Saved data entries
=======
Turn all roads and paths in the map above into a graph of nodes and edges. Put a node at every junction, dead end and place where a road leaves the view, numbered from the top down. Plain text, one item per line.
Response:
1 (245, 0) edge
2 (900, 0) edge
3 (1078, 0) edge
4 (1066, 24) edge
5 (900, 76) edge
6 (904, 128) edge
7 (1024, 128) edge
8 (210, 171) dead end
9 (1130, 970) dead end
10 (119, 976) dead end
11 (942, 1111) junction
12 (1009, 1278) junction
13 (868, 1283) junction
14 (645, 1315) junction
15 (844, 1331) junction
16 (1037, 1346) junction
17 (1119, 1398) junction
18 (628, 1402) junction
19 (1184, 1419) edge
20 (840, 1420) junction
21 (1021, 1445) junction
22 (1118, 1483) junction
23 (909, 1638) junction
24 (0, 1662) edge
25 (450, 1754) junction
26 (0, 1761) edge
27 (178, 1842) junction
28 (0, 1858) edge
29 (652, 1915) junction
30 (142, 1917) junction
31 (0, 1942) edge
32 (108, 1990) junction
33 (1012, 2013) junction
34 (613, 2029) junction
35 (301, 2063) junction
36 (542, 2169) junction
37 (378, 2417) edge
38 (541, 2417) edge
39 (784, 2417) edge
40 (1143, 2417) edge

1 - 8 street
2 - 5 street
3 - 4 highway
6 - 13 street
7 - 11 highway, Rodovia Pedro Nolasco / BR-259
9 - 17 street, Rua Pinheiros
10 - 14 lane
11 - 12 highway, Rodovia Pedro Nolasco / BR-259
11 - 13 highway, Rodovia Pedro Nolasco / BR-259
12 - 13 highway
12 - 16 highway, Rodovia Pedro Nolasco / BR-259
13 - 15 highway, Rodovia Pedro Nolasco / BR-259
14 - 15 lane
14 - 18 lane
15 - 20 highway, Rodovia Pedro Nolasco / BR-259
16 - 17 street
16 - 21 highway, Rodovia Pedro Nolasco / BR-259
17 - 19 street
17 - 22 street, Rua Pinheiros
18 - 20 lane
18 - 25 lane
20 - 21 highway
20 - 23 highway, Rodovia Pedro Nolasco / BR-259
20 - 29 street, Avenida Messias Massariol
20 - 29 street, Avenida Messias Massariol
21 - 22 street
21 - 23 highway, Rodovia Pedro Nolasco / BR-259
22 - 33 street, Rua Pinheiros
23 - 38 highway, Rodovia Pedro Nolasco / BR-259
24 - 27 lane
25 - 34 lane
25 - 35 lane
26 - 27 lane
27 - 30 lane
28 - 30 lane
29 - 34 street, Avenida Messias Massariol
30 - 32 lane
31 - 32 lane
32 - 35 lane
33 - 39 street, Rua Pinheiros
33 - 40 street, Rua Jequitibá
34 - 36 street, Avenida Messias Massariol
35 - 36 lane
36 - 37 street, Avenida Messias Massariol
=======
** Task prompt **
Work through the records line by line, and once you reach the final line, report only how many held "Messias".

** Written answer **
5